# Problem to solve
All of the data must be returned exactly as given.

# Entries shown

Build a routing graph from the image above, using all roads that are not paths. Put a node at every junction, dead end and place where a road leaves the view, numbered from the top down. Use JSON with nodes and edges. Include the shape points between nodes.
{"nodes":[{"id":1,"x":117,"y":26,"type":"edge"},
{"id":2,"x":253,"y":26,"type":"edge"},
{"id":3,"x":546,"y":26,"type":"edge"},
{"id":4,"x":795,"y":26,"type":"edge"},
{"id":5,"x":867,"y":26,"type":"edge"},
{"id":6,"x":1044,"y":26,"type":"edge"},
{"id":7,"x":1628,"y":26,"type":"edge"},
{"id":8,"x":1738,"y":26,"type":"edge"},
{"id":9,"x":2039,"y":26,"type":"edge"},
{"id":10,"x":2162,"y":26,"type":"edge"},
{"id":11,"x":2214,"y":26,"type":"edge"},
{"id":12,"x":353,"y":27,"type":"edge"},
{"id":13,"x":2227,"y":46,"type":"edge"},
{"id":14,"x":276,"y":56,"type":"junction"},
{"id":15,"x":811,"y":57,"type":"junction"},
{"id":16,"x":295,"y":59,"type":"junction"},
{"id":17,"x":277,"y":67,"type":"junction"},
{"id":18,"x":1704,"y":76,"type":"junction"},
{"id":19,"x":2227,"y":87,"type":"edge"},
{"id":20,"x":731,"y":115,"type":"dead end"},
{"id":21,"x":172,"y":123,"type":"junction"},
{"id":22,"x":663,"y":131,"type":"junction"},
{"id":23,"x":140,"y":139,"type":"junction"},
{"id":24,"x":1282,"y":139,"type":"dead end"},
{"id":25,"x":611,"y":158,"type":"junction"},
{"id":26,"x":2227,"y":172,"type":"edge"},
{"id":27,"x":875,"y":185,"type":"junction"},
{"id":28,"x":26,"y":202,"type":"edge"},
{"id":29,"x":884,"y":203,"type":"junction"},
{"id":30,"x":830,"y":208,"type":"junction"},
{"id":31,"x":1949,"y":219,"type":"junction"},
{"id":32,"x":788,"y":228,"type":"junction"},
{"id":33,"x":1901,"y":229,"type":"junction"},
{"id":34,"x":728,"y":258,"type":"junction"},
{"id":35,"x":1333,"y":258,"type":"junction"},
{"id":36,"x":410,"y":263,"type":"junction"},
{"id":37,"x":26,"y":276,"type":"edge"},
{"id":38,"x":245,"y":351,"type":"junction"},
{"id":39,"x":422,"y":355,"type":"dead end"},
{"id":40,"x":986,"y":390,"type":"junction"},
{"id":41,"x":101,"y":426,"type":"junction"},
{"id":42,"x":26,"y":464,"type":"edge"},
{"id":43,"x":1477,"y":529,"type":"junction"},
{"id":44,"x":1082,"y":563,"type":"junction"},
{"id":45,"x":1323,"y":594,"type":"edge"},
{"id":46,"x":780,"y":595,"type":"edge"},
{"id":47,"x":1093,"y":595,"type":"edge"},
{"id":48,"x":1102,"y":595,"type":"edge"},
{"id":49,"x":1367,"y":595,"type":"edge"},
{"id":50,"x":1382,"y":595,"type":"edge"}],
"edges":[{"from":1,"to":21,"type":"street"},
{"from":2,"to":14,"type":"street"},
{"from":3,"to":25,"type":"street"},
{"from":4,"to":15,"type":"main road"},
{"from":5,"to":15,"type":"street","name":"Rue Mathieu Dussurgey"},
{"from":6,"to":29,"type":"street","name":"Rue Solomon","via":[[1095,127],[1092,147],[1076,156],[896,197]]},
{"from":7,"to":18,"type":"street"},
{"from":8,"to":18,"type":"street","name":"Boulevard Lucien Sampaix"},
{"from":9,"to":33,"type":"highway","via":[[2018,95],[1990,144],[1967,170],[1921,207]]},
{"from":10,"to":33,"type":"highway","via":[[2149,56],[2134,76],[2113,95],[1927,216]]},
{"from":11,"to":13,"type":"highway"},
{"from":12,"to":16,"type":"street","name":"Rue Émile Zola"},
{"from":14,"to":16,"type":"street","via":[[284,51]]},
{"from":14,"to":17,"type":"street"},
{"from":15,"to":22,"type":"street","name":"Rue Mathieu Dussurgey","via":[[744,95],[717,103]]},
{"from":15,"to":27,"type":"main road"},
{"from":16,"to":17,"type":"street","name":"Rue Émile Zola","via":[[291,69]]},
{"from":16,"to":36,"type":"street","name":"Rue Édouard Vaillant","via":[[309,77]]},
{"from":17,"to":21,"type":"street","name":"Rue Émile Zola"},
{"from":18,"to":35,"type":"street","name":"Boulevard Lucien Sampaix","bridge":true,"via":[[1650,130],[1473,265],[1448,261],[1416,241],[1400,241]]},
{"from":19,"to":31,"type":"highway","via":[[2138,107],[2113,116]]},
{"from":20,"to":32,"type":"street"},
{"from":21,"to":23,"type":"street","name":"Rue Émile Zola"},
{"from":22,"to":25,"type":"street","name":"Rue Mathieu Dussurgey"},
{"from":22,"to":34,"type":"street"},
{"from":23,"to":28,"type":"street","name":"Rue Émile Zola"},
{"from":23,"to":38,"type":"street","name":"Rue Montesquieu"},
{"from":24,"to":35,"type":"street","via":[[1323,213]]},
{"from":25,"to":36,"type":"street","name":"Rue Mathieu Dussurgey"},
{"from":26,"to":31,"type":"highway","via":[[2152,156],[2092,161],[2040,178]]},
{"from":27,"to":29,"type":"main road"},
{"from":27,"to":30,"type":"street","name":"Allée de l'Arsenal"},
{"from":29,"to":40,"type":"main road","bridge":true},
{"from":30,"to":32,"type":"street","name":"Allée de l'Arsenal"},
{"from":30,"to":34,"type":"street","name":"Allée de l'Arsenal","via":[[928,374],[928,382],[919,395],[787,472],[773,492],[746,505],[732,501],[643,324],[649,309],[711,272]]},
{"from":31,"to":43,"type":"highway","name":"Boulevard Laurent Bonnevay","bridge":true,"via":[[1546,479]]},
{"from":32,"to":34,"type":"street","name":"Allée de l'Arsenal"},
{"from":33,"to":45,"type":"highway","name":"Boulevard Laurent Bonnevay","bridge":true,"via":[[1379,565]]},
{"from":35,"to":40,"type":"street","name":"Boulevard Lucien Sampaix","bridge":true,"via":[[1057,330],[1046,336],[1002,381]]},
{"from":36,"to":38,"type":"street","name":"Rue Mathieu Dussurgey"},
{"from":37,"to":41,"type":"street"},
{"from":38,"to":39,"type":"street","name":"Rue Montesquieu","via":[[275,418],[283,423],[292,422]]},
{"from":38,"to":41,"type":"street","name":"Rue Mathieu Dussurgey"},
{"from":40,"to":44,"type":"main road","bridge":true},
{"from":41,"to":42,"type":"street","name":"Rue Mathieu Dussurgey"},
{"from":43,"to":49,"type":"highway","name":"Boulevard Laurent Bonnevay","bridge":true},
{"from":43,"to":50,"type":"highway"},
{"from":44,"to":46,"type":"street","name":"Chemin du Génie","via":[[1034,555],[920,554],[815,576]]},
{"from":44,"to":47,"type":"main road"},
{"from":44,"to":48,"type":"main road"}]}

# Your solution
Build a routing graph from the image above, using all roads that are not paths. Put a node at every junction, dead end and place where a road leaves the view, numbered from the top down. Use JSON with nodes and edges. Include the shape points between nodes.
{"nodes":[{"id":1,"x":117,"y":26,"type":"edge"},
{"id":2,"x":253,"y":26,"type":"edge"},
{"id":3,"x":546,"y":26,"type":"edge"},
{"id":4,"x":795,"y":26,"type":"edge"},
{"id":5,"x":867,"y":26,"type":"edge"},
{"id":6,"x":1044,"y":26,"type":"edge"},
{"id":7,"x":1628,"y":26,"type":"edge"},
{"id":8,"x":1738,"y":26,"type":"edge"},
{"id":9,"x":2039,"y":26,"type":"edge"},
{"id":10,"x":2162,"y":26,"type":"edge"},
{"id":11,"x":2214,"y":26,"type":"edge"},
{"id":12,"x":353,"y":27,"type":"edge"},
{"id":13,"x":2227,"y":46,"type":"edge"},
{"id":14,"x":276,"y":56,"type":"junction"},
{"id":15,"x":811,"y":57,"type":"junction"},
{"id":16,"x":295,"y":59,"type":"junction"},
{"id":17,"x":277,"y":67,"type":"junction"},
{"id":18,"x":1704,"y":76,"type":"junction"},
{"id":19,"x":2227,"y":87,"type":"edge"},
{"id":20,"x":731,"y":115,"type":"dead end"},
{"id":21,"x":172,"y":123,"type":"junction"},
{"id":22,"x":663,"y":131,"type":"junction"},
{"id":23,"x":140,"y":139,"type":"junction"},
{"id":24,"x":1282,"y":139,"type":"dead end"},
{"id":25,"x":611,"y":158,"type":"junction"},
{"id":26,"x":2227,"y":172,"type":"edge"},
{"id":27,"x":875,"y":185,"type":"junction"},
{"id":28,"x":26,"y":202,"type":"edge"},
{"id":29,"x":884,"y":203,"type":"junction"},
{"id":30,"x":830,"y":208,"type":"junction"},
{"id":31,"x":1949,"y":219,"type":"junction"},
{"id":32,"x":788,"y":228,"type":"junction"},
{"id":33,"x":1901,"y":229,"type":"junction"},
{"id":34,"x":728,"y":258,"type":"junction"},
{"id":35,"x":1333,"y":258,"type":"junction"},
{"id":36,"x":410,"y":263,"type":"junction"},
{"id":37,"x":26,"y":276,"type":"edge"},
{"id":38,"x":245,"y":351,"type":"junction"},
{"id":39,"x":422,"y":355,"type":"dead end"},
{"id":40,"x":986,"y":390,"type":"junction"},
{"id":41,"x":101,"y":426,"type":"junction"},
{"id":42,"x":26,"y":464,"type":"edge"},
{"id":43,"x":1477,"y":529,"type":"junction"},
{"id":44,"x":1082,"y":563,"type":"junction"},
{"id":45,"x":1323,"y":594,"type":"edge"},
{"id":46,"x":780,"y":595,"type":"edge"},
{"id":47,"x":1093,"y":595,"type":"edge"},
{"id":48,"x":1102,"y":595,"type":"edge"},
{"id":49,"x":1367,"y":595,"type":"edge"},
{"id":50,"x":1382,"y":595,"type":"edge"}],
"edges":[{"from":1,"to":21,"type":"street"},
{"from":2,"to":14,"type":"street"},
{"from":3,"to":25,"type":"street"},
{"from":4,"to":15,"type":"main road"},
{"from":5,"to":15,"type":"street","name":"Rue Mathieu Dussurgey"},
{"from":6,"to":29,"type":"street","name":"Rue Solomon","via":[[1095,127],[1092,147],[1076,156],[896,197]]},
{"from":7,"to":18,"type":"street"},
{"from":8,"to":18,"type":"street","name":"Boulevard Lucien Sampaix"},
{"from":9,"to":33,"type":"highway","via":[[2018,95],[1990,144],[1967,170],[1921,207]]},
{"from":10,"to":33,"type":"highway","via":[[2149,56],[2134,76],[2113,95],[1927,216]]},
{"from":11,"to":13,"type":"highway"},
{"from":12,"to":16,"type":"street","name":"Rue Émile Zola"},
{"from":14,"to":16,"type":"street","via":[[284,51]]},
{"from":14,"to":17,"type":"street"},
{"from":15,"to":22,"type":"street","name":"Rue Mathieu Dussurgey","via":[[744,95],[717,103]]},
{"from":15,"to":27,"type":"main road"},
{"from":16,"to":17,"type":"street","name":"Rue Émile Zola","via":[[291,69]]},
{"from":16,"to":36,"type":"street","name":"Rue Édouard Vaillant","via":[[309,77]]},
{"from":17,"to":21,"type":"street","name":"Rue Émile Zola"},
{"from":18,"to":35,"type":"street","name":"Boulevard Lucien Sampaix","bridge":true,"via":[[1650,130],[1473,265],[1448,261],[1416,241],[1400,241]]},
{"from":19,"to":31,"type":"highway","via":[[2138,107],[2113,116]]},
{"from":20,"to":32,"type":"street"},
{"from":21,"to":23,"type":"street","name":"Rue Émile Zola"},
{"from":22,"to":25,"type":"street","name":"Rue Mathieu Dussurgey"},
{"from":22,"to":34,"type":"street"},
{"from":23,"to":28,"type":"street","name":"Rue Émile Zola"},
{"from":23,"to":38,"type":"street","name":"Rue Montesquieu"},
{"from":24,"to":35,"type":"street","via":[[1323,213]]},
{"from":25,"to":36,"type":"street","name":"Rue Mathieu Dussurgey"},
{"from":26,"to":31,"type":"highway","via":[[2152,156],[2092,161],[2040,178]]},
{"from":27,"to":29,"type":"main road"},
{"from":27,"to":30,"type":"street","name":"Allée de l'Arsenal"},
{"from":29,"to":40,"type":"main road","bridge":true},
{"from":30,"to":32,"type":"street","name":"Allée de l'Arsenal"},
{"from":30,"to":34,"type":"street","name":"Allée de l'Arsenal","via":[[928,374],[928,382],[919,395],[787,472],[773,492],[746,505],[732,501],[643,324],[649,309],[711,272]]},
{"from":31,"to":43,"type":"highway","name":"Boulevard Laurent Bonnevay","bridge":true,"via":[[1546,479]]},
{"from":32,"to":34,"type":"street","name":"Allée de l'Arsenal"},
{"from":33,"to":45,"type":"highway","name":"Boulevard Laurent Bonnevay","bridge":true,"via":[[1379,565]]},
{"from":35,"to":40,"type":"street","name":"Boulevard Lucien Sampaix","bridge":true,"via":[[1057,330],[1046,336],[1002,381]]},
{"from":36,"to":38,"type":"street","name":"Rue Mathieu Dussurgey"},
{"from":37,"to":41,"type":"street"},
{"from":38,"to":39,"type":"street","name":"Rue Montesquieu","via":[[275,418],[283,423],[292,422]]},
{"from":38,"to":41,"type":"street","name":"Rue Mathieu Dussurgey"},
{"from":40,"to":44,"type":"main road","bridge":true},
{"from":41,"to":42,"type":"street","name":"Rue Mathieu Dussurgey"},
{"from":43,"to":49,"type":"highway","name":"Boulevard Laurent Bonnevay","bridge":true},
{"from":43,"to":50,"type":"highway"},
{"from":44,"to":46,"type":"street","name":"Chemin du Génie","via":[[1034,555],[920,554],[815,576]]},
{"from":44,"to":47,"type":"main road"},
{"from":44,"to":48,"type":"main road"}]}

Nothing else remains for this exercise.